I am certainly well aware how important growth is for the European economies. This is important for both of our countries, where positive momentum is expected to come from private consumption and exports. Italy's annual growth rate is expected to accelerate from 0.7% this year to 0.9% in 2024 and 1.2% in 2025.

In Germany, the weak foreign demand for goods and high energy prices are weighing especially heavily on German industry at present. The Commission's experts forecast a contraction of 0.3% this year. Based on the assumption that both domestic and foreign demand will recover, they expect GDP growth to pick up to 0.8% in 2024 and 1.2% in 2025.

5 Conclusion

Ladies and gentlemen,

Please now allow me to conclude.

When it became apparent that the recent surge in inflation was not just a result of transitory cost-push shocks, there was agreement among the members of the ECB Governing Council that decisive action was needed. And we delivered.

The Eurosystem responded with the sharpest policy tightening in its history.

The main effect of this policy tightening on inflation is yet to take hold. We are determined to stay the course and deliver on our objective of price stability.

Premature easing could prove to be a mistake, as inflation could stay at an elevated level or even start to accelerate again.
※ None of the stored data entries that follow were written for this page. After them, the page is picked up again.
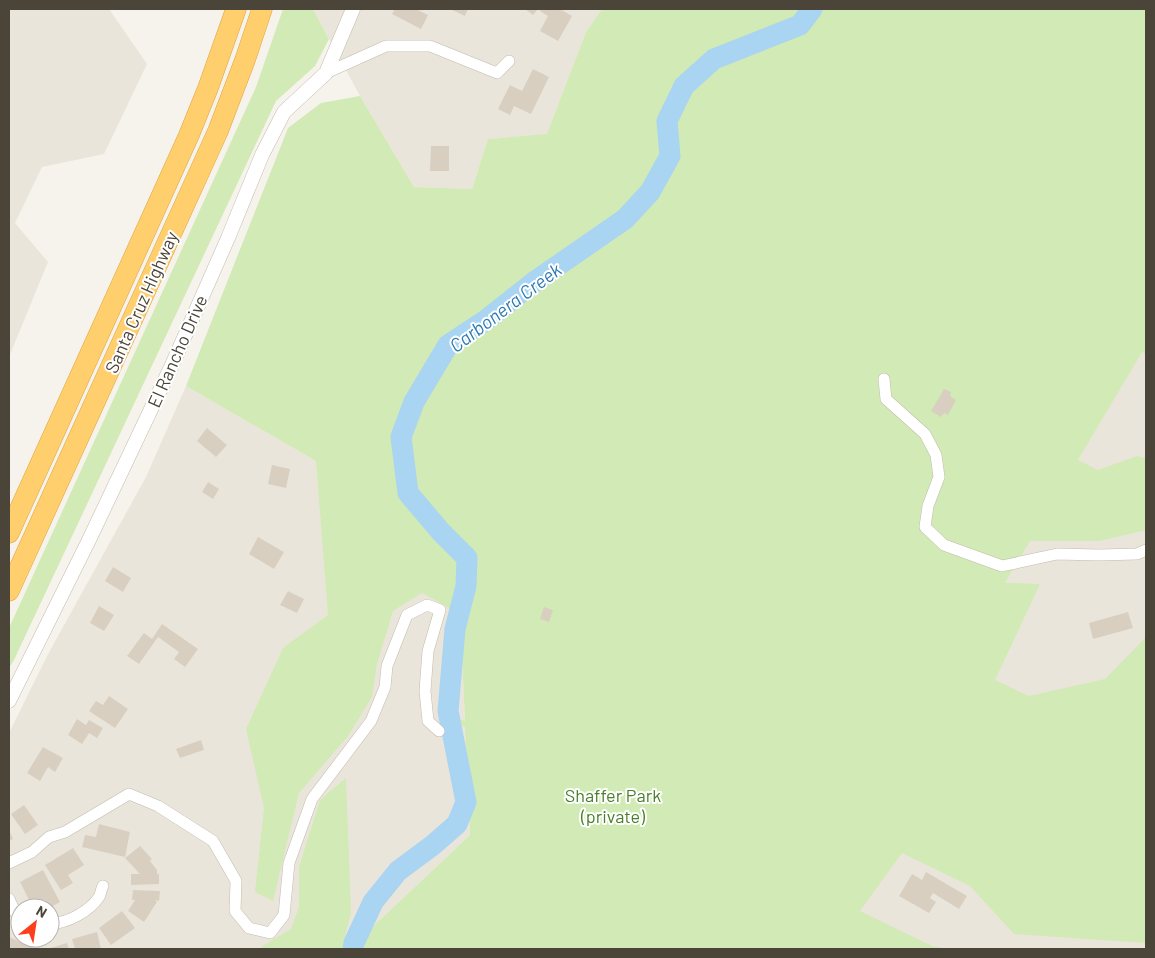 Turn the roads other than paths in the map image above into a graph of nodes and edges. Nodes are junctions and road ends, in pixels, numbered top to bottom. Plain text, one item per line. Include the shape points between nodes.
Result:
1 (236, 9) edge
2 (262, 9) edge
3 (353, 9) edge
4 (509, 61) dead end
5 (326, 73) junction
6 (884, 379) dead end
7 (9, 533) edge
8 (1146, 550) edge
9 (9, 591) edge
10 (9, 701) edge
11 (439, 731) dead end
12 (9, 863) edge
13 (102, 886) dead end
14 (60, 923) edge

1 - 7 highway, Santa Cruz Highway via 196,119
2 - 9 highway, Santa Cruz Highway via 218,131
3 - 5 street, El Rancho Drive
4 - 5 street via 496,73 430,46 386,46
5 - 10 street, El Rancho Drive via 284,112 262,154 172,365
6 - 8 street via 886,399 925,434 936,455 938,477 928,506 926,528 944,546 1002,566 1057,554 1137,554
11 - 12 street via 428,721 426,691 428,651 440,610 427,604 407,616 387,666 385,687 371,721 312,799 289,863 284,915 270,932 250,928 235,911 236,881 213,840 158,806 129,794 64,832 49,837 32,852
13 - 14 street via 99,897 87,908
In that case, we would have to tighten monetary policy once more, and the dampening impact on the economy might be even larger than it would have been otherwise. 
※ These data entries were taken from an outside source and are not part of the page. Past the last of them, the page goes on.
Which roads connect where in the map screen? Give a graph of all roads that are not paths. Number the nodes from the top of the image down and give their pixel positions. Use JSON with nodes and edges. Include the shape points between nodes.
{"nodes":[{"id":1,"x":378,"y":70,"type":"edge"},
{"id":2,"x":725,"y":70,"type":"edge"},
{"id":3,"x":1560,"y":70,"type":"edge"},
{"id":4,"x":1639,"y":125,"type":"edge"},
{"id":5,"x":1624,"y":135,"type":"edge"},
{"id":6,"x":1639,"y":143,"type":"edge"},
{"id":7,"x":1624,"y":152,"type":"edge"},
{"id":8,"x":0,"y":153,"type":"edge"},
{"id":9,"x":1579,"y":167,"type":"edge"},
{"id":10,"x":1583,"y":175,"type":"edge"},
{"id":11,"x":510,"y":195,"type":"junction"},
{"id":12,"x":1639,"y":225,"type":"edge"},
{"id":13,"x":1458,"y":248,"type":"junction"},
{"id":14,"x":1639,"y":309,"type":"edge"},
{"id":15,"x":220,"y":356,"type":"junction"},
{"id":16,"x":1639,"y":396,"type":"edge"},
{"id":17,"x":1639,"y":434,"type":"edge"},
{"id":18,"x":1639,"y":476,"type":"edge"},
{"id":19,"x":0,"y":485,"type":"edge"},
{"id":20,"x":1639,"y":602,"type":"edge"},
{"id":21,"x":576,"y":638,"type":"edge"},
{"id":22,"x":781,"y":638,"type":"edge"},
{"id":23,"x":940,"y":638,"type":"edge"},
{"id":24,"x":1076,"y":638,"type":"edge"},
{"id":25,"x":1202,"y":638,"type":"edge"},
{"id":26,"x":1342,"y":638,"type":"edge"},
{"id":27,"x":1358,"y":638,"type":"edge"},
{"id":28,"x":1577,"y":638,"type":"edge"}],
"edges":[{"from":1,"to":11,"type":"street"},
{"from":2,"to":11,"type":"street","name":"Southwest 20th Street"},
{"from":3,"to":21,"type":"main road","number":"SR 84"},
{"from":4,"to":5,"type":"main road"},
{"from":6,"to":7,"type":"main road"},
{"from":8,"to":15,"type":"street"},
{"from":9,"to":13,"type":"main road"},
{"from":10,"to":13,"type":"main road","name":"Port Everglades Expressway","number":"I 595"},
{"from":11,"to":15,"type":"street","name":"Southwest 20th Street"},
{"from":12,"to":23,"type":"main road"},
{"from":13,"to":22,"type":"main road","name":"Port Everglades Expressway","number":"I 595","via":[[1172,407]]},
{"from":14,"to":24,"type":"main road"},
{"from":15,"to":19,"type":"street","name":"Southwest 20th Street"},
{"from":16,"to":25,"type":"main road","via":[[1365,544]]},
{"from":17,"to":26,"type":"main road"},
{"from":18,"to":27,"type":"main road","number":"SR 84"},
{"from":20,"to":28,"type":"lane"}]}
Research on past episodes of inflation has shown that a number of countries did, in fact, celebrate prematurely.2 This is a clear and present danger. 

We must not fall into this trap.

I will leave it there, and I now look forward to the discussion with you all.

Thank you very much.


1 European Commission, Autumn 2023 Economic Forecast: A modest recovery ahead after a challenging year, 15 November 2023.

2 Ari, A., C. Mulas-Granados, V. Mylonas, L. Ratnovski and W. Zhao (2023), One Hundred Inflation Shocks: Seven Stylized Facts. IMF Working Paper WP/23/190.